• _PROBLEM STATEMENT_: Work out the number of lines in the records that include the word "CYPRESS"; reply with that number alone.

• _EXCERPTED DATA_:
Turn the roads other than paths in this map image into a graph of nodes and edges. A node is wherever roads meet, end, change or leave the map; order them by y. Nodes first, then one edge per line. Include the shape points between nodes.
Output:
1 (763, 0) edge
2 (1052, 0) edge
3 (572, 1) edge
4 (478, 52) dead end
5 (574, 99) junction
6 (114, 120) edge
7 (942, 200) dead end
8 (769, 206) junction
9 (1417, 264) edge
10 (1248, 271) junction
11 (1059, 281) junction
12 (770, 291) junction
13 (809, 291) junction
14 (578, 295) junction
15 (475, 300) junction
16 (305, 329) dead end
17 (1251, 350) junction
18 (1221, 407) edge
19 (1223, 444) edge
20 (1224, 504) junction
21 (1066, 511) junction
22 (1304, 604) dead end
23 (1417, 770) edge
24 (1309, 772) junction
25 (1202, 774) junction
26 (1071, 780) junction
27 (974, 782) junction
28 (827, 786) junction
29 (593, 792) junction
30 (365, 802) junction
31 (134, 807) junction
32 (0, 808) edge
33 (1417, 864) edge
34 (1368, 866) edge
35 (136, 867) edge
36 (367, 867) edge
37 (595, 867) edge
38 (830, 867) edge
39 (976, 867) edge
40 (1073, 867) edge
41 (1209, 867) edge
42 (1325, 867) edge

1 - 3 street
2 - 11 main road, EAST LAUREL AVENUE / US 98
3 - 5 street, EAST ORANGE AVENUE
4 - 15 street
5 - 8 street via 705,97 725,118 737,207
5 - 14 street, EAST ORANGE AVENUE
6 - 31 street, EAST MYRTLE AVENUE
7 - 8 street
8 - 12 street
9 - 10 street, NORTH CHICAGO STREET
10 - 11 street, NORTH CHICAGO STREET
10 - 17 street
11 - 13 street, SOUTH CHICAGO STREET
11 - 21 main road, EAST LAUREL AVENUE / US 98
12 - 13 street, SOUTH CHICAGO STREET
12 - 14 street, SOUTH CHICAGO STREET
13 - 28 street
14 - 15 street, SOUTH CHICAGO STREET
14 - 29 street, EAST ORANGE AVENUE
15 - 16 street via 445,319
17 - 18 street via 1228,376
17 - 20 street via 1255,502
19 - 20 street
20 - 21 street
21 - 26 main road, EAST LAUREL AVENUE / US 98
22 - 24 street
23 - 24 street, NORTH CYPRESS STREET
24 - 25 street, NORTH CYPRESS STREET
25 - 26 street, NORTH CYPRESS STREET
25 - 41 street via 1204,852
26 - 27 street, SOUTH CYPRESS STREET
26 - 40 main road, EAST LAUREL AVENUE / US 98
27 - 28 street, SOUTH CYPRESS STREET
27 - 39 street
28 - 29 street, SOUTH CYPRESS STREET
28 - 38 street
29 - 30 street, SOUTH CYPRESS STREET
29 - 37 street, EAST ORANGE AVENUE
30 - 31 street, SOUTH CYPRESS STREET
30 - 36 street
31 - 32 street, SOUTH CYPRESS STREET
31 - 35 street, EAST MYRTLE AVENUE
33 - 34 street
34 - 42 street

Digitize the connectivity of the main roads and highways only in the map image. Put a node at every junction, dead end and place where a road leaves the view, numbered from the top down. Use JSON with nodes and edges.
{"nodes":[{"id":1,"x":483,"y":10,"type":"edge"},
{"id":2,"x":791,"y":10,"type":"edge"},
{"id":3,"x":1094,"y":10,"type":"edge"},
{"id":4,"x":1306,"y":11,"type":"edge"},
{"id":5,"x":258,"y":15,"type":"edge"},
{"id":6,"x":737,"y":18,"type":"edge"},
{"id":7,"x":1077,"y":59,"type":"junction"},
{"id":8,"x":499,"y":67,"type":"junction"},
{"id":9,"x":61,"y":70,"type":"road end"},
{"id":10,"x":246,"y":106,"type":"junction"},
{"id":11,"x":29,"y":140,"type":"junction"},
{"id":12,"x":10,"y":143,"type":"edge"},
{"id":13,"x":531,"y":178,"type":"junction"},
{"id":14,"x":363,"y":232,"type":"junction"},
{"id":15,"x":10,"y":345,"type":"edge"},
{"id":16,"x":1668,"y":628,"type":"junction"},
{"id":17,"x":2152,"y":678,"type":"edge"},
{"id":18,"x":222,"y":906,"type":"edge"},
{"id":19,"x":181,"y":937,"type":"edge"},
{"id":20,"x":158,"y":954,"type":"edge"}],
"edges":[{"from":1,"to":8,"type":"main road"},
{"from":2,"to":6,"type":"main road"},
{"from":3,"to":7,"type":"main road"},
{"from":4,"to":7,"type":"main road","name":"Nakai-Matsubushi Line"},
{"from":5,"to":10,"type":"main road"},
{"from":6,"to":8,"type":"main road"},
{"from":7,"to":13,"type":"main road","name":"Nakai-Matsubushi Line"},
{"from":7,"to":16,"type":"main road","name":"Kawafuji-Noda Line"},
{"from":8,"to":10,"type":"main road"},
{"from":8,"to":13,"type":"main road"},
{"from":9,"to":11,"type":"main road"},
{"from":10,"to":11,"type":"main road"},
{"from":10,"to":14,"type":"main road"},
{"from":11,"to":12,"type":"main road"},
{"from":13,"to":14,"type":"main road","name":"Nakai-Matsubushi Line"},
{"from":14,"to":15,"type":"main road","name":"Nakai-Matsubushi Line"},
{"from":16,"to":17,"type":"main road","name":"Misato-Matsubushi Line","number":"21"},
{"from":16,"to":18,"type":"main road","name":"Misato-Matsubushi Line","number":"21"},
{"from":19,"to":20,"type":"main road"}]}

• _TASK ANSWER_: 9